[Collected data]
((
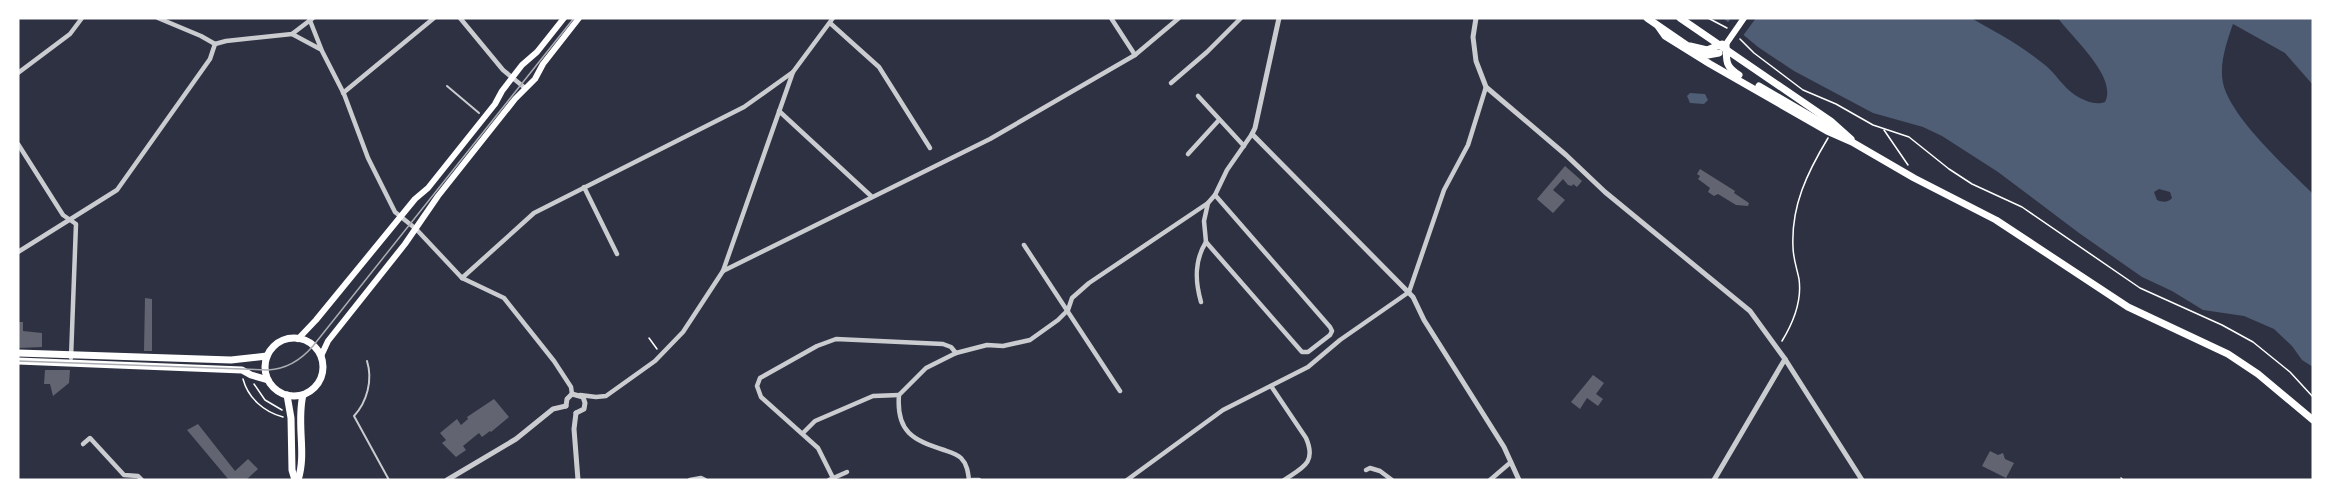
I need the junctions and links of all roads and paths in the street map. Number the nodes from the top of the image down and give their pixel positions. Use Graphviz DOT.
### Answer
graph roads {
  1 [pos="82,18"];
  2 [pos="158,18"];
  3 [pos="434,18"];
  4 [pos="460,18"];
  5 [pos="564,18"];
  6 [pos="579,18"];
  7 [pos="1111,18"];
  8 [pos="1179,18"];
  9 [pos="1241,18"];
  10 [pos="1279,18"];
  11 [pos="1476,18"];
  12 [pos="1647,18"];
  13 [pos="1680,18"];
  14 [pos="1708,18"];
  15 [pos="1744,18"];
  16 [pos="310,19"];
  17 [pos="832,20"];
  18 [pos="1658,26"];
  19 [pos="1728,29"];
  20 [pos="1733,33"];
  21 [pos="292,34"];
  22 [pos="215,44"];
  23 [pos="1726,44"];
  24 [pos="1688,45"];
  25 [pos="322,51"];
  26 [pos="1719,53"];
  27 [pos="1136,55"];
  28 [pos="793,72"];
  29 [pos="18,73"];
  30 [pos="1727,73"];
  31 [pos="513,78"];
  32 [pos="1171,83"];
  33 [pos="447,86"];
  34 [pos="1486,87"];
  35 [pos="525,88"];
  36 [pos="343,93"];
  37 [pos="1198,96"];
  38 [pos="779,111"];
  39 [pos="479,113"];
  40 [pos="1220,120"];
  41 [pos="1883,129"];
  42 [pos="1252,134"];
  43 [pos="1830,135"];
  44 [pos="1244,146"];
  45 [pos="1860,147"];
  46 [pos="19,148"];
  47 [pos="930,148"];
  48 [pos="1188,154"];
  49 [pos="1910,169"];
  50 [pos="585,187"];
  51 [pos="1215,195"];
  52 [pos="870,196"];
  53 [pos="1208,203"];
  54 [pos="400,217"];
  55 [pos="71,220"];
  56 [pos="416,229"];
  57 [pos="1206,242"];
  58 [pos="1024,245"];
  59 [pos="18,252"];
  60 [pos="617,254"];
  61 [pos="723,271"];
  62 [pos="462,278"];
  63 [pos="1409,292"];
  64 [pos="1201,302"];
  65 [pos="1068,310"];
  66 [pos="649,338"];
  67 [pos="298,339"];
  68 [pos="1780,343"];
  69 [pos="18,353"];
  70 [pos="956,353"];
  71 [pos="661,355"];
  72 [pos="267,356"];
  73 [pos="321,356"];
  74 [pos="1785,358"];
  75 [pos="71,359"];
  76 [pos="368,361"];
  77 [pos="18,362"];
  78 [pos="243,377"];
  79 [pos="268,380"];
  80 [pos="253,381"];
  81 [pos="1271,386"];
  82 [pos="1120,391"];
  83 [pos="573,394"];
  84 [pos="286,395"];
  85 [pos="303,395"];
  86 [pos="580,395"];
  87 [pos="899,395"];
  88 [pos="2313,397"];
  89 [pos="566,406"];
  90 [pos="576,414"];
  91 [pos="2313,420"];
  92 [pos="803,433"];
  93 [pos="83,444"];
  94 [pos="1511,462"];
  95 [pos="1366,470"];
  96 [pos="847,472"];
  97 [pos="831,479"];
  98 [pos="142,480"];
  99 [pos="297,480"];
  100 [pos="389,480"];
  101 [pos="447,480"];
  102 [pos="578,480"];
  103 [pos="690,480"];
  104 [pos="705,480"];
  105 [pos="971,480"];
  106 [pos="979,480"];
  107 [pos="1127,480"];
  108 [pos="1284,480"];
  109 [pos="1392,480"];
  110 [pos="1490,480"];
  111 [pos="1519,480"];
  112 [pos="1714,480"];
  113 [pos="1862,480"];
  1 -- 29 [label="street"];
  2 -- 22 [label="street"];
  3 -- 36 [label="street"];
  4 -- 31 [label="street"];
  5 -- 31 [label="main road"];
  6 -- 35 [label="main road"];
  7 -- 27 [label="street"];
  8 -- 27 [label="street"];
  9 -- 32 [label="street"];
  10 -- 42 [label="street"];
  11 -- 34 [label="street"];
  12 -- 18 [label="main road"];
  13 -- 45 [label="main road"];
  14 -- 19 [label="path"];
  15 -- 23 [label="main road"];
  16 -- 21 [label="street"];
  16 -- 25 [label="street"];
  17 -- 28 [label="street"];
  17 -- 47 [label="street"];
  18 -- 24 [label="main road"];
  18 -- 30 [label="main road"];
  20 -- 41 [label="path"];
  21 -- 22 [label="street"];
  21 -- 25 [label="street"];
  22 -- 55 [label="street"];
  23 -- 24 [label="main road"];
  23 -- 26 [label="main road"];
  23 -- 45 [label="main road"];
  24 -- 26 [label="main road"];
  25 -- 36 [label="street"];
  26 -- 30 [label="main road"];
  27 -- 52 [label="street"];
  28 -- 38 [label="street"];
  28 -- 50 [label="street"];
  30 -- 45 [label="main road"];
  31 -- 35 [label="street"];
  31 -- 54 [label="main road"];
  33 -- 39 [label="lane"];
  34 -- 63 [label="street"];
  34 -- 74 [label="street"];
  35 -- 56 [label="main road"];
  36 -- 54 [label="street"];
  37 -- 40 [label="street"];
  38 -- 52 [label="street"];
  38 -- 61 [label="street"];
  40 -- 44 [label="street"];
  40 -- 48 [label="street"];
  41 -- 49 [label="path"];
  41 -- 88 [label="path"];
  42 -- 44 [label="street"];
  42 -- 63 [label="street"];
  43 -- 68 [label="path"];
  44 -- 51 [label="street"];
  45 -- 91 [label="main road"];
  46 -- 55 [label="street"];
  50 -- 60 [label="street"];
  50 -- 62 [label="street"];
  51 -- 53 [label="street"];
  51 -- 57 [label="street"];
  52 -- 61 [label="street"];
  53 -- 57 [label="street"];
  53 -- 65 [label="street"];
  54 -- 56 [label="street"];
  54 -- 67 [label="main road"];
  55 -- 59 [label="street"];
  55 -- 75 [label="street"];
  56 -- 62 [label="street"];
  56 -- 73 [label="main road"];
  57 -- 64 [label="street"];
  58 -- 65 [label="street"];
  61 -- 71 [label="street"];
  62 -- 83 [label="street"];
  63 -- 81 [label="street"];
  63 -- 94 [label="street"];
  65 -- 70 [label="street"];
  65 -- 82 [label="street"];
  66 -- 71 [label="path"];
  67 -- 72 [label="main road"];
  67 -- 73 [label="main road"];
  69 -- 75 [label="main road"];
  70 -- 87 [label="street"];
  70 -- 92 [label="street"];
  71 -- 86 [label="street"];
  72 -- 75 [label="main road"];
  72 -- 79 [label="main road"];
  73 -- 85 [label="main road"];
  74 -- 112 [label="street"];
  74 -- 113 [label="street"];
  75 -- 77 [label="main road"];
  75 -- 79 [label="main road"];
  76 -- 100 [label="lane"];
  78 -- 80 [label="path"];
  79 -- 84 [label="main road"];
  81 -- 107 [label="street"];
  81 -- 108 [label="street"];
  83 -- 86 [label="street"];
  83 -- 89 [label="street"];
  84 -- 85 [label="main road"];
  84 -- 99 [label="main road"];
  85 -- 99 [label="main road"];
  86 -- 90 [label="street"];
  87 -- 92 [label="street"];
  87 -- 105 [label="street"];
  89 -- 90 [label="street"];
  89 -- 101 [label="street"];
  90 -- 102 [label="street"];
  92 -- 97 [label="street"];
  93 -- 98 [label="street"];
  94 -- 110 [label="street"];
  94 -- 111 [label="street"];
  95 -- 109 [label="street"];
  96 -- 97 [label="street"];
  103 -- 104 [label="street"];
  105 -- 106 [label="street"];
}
))
• [Your objective] After removing the pictures, set down every record above exactly as it stands.

• [Exercise output]
I need the junctions and links of all roads and paths in the street map. Number the nodes from the top of the image down and give their pixel positions. Use Graphviz DOT.
### Answer
graph roads {
  1 [pos="82,18"];
  2 [pos="158,18"];
  3 [pos="434,18"];
  4 [pos="460,18"];
  5 [pos="564,18"];
  6 [pos="579,18"];
  7 [pos="1111,18"];
  8 [pos="1179,18"];
  9 [pos="1241,18"];
  10 [pos="1279,18"];
  11 [pos="1476,18"];
  12 [pos="1647,18"];
  13 [pos="1680,18"];
  14 [pos="1708,18"];
  15 [pos="1744,18"];
  16 [pos="310,19"];
  17 [pos="832,20"];
  18 [pos="1658,26"];
  19 [pos="1728,29"];
  20 [pos="1733,33"];
  21 [pos="292,34"];
  22 [pos="215,44"];
  23 [pos="1726,44"];
  24 [pos="1688,45"];
  25 [pos="322,51"];
  26 [pos="1719,53"];
  27 [pos="1136,55"];
  28 [pos="793,72"];
  29 [pos="18,73"];
  30 [pos="1727,73"];
  31 [pos="513,78"];
  32 [pos="1171,83"];
  33 [pos="447,86"];
  34 [pos="1486,87"];
  35 [pos="525,88"];
  36 [pos="343,93"];
  37 [pos="1198,96"];
  38 [pos="779,111"];
  39 [pos="479,113"];
  40 [pos="1220,120"];
  41 [pos="1883,129"];
  42 [pos="1252,134"];
  43 [pos="1830,135"];
  44 [pos="1244,146"];
  45 [pos="1860,147"];
  46 [pos="19,148"];
  47 [pos="930,148"];
  48 [pos="1188,154"];
  49 [pos="1910,169"];
  50 [pos="585,187"];
  51 [pos="1215,195"];
  52 [pos="870,196"];
  53 [pos="1208,203"];
  54 [pos="400,217"];
  55 [pos="71,220"];
  56 [pos="416,229"];
  57 [pos="1206,242"];
  58 [pos="1024,245"];
  59 [pos="18,252"];
  60 [pos="617,254"];
  61 [pos="723,271"];
  62 [pos="462,278"];
  63 [pos="1409,292"];
  64 [pos="1201,302"];
  65 [pos="1068,310"];
  66 [pos="649,338"];
  67 [pos="298,339"];
  68 [pos="1780,343"];
  69 [pos="18,353"];
  70 [pos="956,353"];
  71 [pos="661,355"];
  72 [pos="267,356"];
  73 [pos="321,356"];
  74 [pos="1785,358"];
  75 [pos="71,359"];
  76 [pos="368,361"];
  77 [pos="18,362"];
  78 [pos="243,377"];
  79 [pos="268,380"];
  80 [pos="253,381"];
  81 [pos="1271,386"];
  82 [pos="1120,391"];
  83 [pos="573,394"];
  84 [pos="286,395"];
  85 [pos="303,395"];
  86 [pos="580,395"];
  87 [pos="899,395"];
  88 [pos="2313,397"];
  89 [pos="566,406"];
  90 [pos="576,414"];
  91 [pos="2313,420"];
  92 [pos="803,433"];
  93 [pos="83,444"];
  94 [pos="1511,462"];
  95 [pos="1366,470"];
  96 [pos="847,472"];
  97 [pos="831,479"];
  98 [pos="142,480"];
  99 [pos="297,480"];
  100 [pos="389,480"];
  101 [pos="447,480"];
  102 [pos="578,480"];
  103 [pos="690,480"];
  104 [pos="705,480"];
  105 [pos="971,480"];
  106 [pos="979,480"];
  107 [pos="1127,480"];
  108 [pos="1284,480"];
  109 [pos="1392,480"];
  110 [pos="1490,480"];
  111 [pos="1519,480"];
  112 [pos="1714,480"];
  113 [pos="1862,480"];
  1 -- 29 [label="street"];
  2 -- 22 [label="street"];
  3 -- 36 [label="street"];
  4 -- 31 [label="street"];
  5 -- 31 [label="main road"];
  6 -- 35 [label="main road"];
  7 -- 27 [label="street"];
  8 -- 27 [label="street"];
  9 -- 32 [label="street"];
  10 -- 42 [label="street"];
  11 -- 34 [label="street"];
  12 -- 18 [label="main road"];
  13 -- 45 [label="main road"];
  14 -- 19 [label="path"];
  15 -- 23 [label="main road"];
  16 -- 21 [label="street"];
  16 -- 25 [label="street"];
  17 -- 28 [label="street"];
  17 -- 47 [label="street"];
  18 -- 24 [label="main road"];
  18 -- 30 [label="main road"];
  20 -- 41 [label="path"];
  21 -- 22 [label="street"];
  21 -- 25 [label="street"];
  22 -- 55 [label="street"];
  23 -- 24 [label="main road"];
  23 -- 26 [label="main road"];
  23 -- 45 [label="main road"];
  24 -- 26 [label="main road"];
  25 -- 36 [label="street"];
  26 -- 30 [label="main road"];
  27 -- 52 [label="street"];
  28 -- 38 [label="street"];
  28 -- 50 [label="street"];
  30 -- 45 [label="main road"];
  31 -- 35 [label="street"];
  31 -- 54 [label="main road"];
  33 -- 39 [label="lane"];
  34 -- 63 [label="street"];
  34 -- 74 [label="street"];
  35 -- 56 [label="main road"];
  36 -- 54 [label="street"];
  37 -- 40 [label="street"];
  38 -- 52 [label="street"];
  38 -- 61 [label="street"];
  40 -- 44 [label="street"];
  40 -- 48 [label="street"];
  41 -- 49 [label="path"];
  41 -- 88 [label="path"];
  42 -- 44 [label="street"];
  42 -- 63 [label="street"];
  43 -- 68 [label="path"];
  44 -- 51 [label="street"];
  45 -- 91 [label="main road"];
  46 -- 55 [label="street"];
  50 -- 60 [label="street"];
  50 -- 62 [label="street"];
  51 -- 53 [label="street"];
  51 -- 57 [label="street"];
  52 -- 61 [label="street"];
  53 -- 57 [label="street"];
  53 -- 65 [label="street"];
  54 -- 56 [label="street"];
  54 -- 67 [label="main road"];
  55 -- 59 [label="street"];
  55 -- 75 [label="street"];
  56 -- 62 [label="street"];
  56 -- 73 [label="main road"];
  57 -- 64 [label="street"];
  58 -- 65 [label="street"];
  61 -- 71 [label="street"];
  62 -- 83 [label="street"];
  63 -- 81 [label="street"];
  63 -- 94 [label="street"];
  65 -- 70 [label="street"];
  65 -- 82 [label="street"];
  66 -- 71 [label="path"];
  67 -- 72 [label="main road"];
  67 -- 73 [label="main road"];
  69 -- 75 [label="main road"];
  70 -- 87 [label="street"];
  70 -- 92 [label="street"];
  71 -- 86 [label="street"];
  72 -- 75 [label="main road"];
  72 -- 79 [label="main road"];
  73 -- 85 [label="main road"];
  74 -- 112 [label="street"];
  74 -- 113 [label="street"];
  75 -- 77 [label="main road"];
  75 -- 79 [label="main road"];
  76 -- 100 [label="lane"];
  78 -- 80 [label="path"];
  79 -- 84 [label="main road"];
  81 -- 107 [label="street"];
  81 -- 108 [label="street"];
  83 -- 86 [label="street"];
  83 -- 89 [label="street"];
  84 -- 85 [label="main road"];
  84 -- 99 [label="main road"];
  85 -- 99 [label="main road"];
  86 -- 90 [label="street"];
  87 -- 92 [label="street"];
  87 -- 105 [label="street"];
  89 -- 90 [label="street"];
  89 -- 101 [label="street"];
  90 -- 102 [label="street"];
  92 -- 97 [label="street"];
  93 -- 98 [label="street"];
  94 -- 110 [label="street"];
  94 -- 111 [label="street"];
  95 -- 109 [label="street"];
  96 -- 97 [label="street"];
  103 -- 104 [label="street"];
  105 -- 106 [label="street"];
}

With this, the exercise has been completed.